§ **RECORD EXTRACTS**

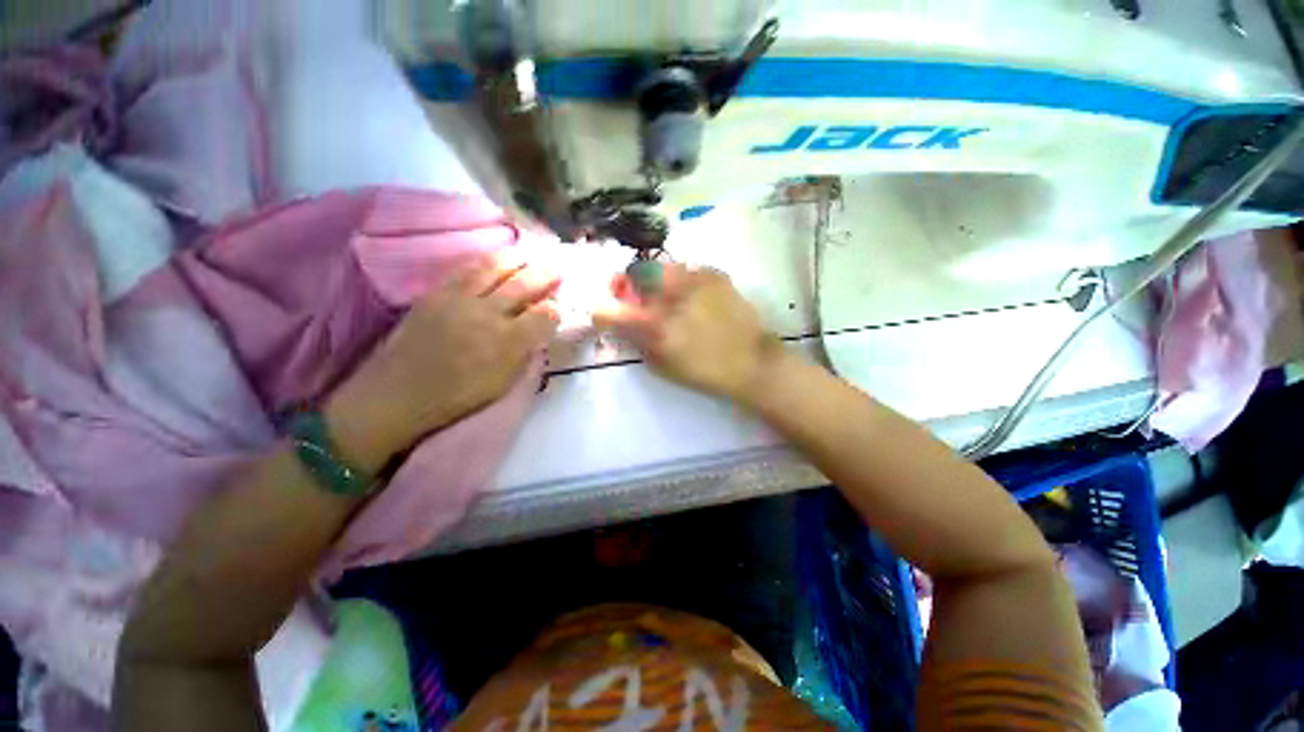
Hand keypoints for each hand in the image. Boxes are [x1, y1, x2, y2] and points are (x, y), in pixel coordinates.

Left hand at [325, 255, 559, 470]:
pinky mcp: (437, 293)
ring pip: (495, 269)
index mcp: (509, 342)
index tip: (558, 307)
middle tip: (556, 267)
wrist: (399, 393)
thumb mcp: (504, 383)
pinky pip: (466, 269)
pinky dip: (485, 262)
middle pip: (524, 285)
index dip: (555, 309)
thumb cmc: (459, 396)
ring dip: (517, 259)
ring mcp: (460, 299)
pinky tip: (495, 260)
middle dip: (545, 274)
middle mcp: (489, 314)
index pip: (545, 315)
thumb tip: (539, 332)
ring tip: (529, 255)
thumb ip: (525, 354)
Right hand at [593, 263, 784, 403]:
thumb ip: (639, 344)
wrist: (751, 361)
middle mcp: (671, 298)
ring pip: (661, 266)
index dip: (602, 310)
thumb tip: (624, 326)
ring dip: (655, 278)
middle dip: (629, 282)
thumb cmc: (705, 372)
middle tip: (635, 292)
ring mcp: (695, 281)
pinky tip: (692, 294)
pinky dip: (682, 279)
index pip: (611, 311)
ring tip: (666, 291)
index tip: (605, 312)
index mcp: (656, 327)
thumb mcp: (664, 368)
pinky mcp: (715, 275)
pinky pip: (688, 269)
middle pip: (635, 273)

§ **WHAT TO WORK ON**
Above are the records; copy exactly the lines from the line with "index dip: (555, 309)" through the line with "pinky dip: (682, 279)", both included.

§ **REPLY TO THE TASK**
index dip: (555, 309)
thumb cmc: (459, 396)
ring dip: (517, 259)
ring mcp: (460, 299)
pinky tip: (495, 260)
middle dip: (545, 274)
middle mcp: (489, 314)
index pip: (545, 315)
thumb tip: (539, 332)
ring tip: (529, 255)
thumb ip: (525, 354)
Right hand at [593, 263, 784, 403]:
thumb ip: (639, 344)
wrist: (751, 361)
middle mcp: (671, 298)
ring pip: (661, 266)
index dip: (602, 310)
thumb tip: (624, 326)
ring dip: (655, 278)
middle dip: (629, 282)
thumb cmc: (705, 372)
middle tip: (635, 292)
ring mcp: (695, 281)
pinky tip: (692, 294)
pinky dip: (682, 279)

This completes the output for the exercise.